自由に描いた作品を本にする喜び 年間5冊の部誌を発行

市ケ谷キャンパスの漫画研究会は、約60年の歴史を持つサークル。年間5冊の部誌を発行し、夏と冬に開催されるコミックマーケットにも参加するなど意欲的に活動を続けています。

漫画研究会の特徴的な活動が、似顔絵の制作。部誌の制作費用を捻出するために、大学祭や法政フェアなどの学内イベントに出店し、漫画タッチの似顔絵を1枚300円で提供しています。「お金をいただく以上、描いた人に喜んでもらいたい」という思いから、毎週土曜日の定例会では部員全員で似顔絵の練習に励み、クオリティーの向上に努めています。

「中学時代から漫画を描き続けてきたこともあって、自分のクセを出さないようにするのが難しい」と語るのは、短編のギャグ漫画が得意な梅﨑さん。「人物デッサンの練習になるので、とても勉強になります」と笑顔を見せます。

似顔絵の練習以外の活動は、基本的に自由。月、水、金曜日に開放される部室で自分の作品づくりや部誌の編集作業をするなど、それぞれが自主的に活動しています。

「趣味が合う仲間と、好きな作品について存分に語り合えるのが楽しい」と語るのは、高校まではラグビーをしていた白井さん。漫画は専ら読むだけだったつもりが、周りの影響を受けて、今では漫画を描くことにも挑戦。「新しい自分を発見したような気分です」と胸を張ります。

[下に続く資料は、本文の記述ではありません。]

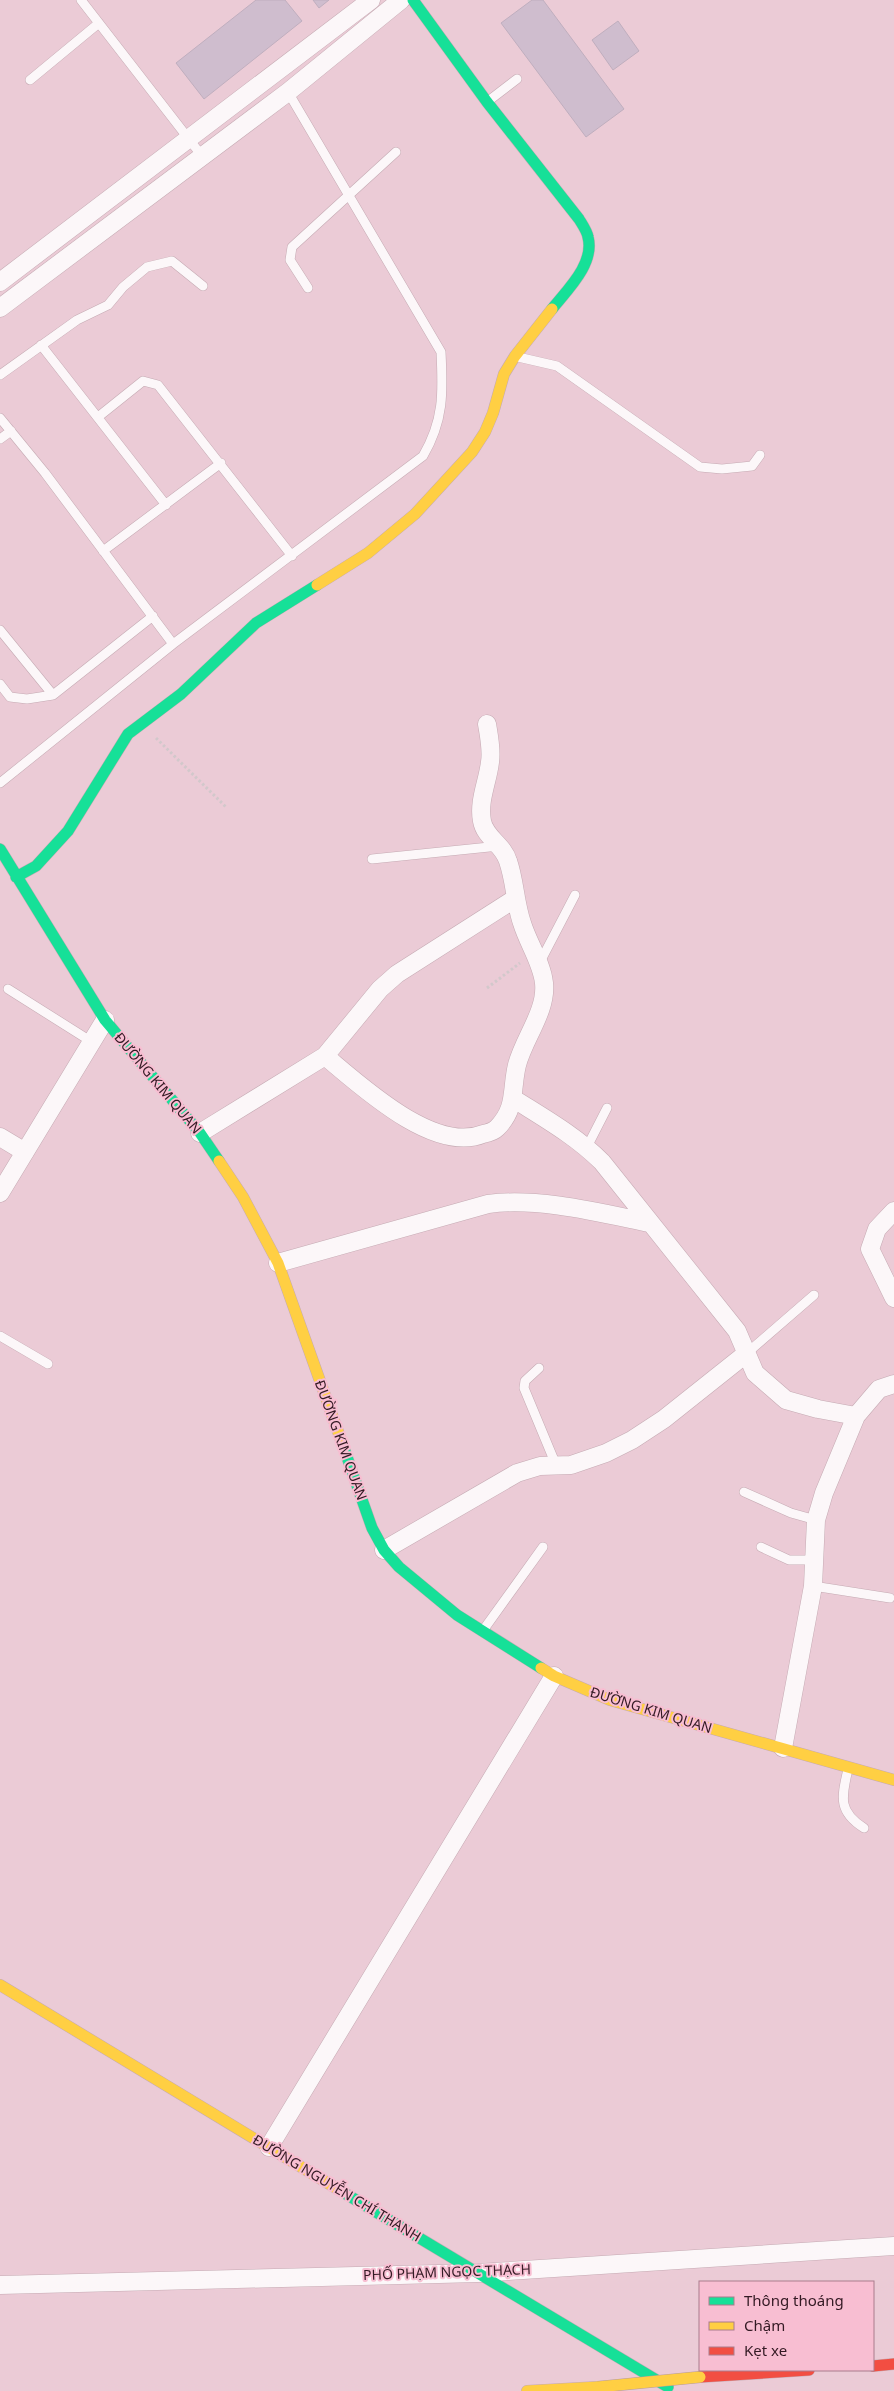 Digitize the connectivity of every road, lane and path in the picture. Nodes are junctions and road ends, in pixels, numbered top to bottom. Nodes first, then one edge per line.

少年誌を愛読し、自身の作品でも熱血漢の主人公を描いているのは、副代表の中儀さん。サークルに入ってからは、自分の作品を読んでもらう喜びを知ったと言います。「作品の感想を聞けるとうれしくて、次の作品を描く原動力になります」

漫画研究会が発行している部誌は3種類。オリジナルの漫画を収録した『うりーぷか』と、二次創作の漫画やイラストを中心とした『ふりゅう』は年2回ずつ、部員たちだけで楽しむための冊子『うらぷか』を年1回発行しています。部員が気軽に楽しんで作品を発表できる場にするため、収入を得ることは目的とせずに、すべて無料で頒布。今まで発行してきた部誌のバックナンバーは、大切に保管しています。

代表の末木さんは、人の心の闇に着目し、社会的な問題行動を起こす人を風刺する作品を部誌で連載しています。「さまざまな人に読んでもらいたいので、他の団体との交流を増やしたり、ウェブ上に作品を掲載したり、日本の漫画文化の魅力を留学生にアピールすることも考えていきたい」と、これからの展望を語ります。

(初出:広報誌『法政』2016年度10月号)

左から、白井薫さん(文学部史学科3年)、中儀雄真さん(副代表・法学部法律学科3年)、末木友弘さん(代表・文学部史学科3年)、梅﨑ひなのさん(法学部法律学科2年)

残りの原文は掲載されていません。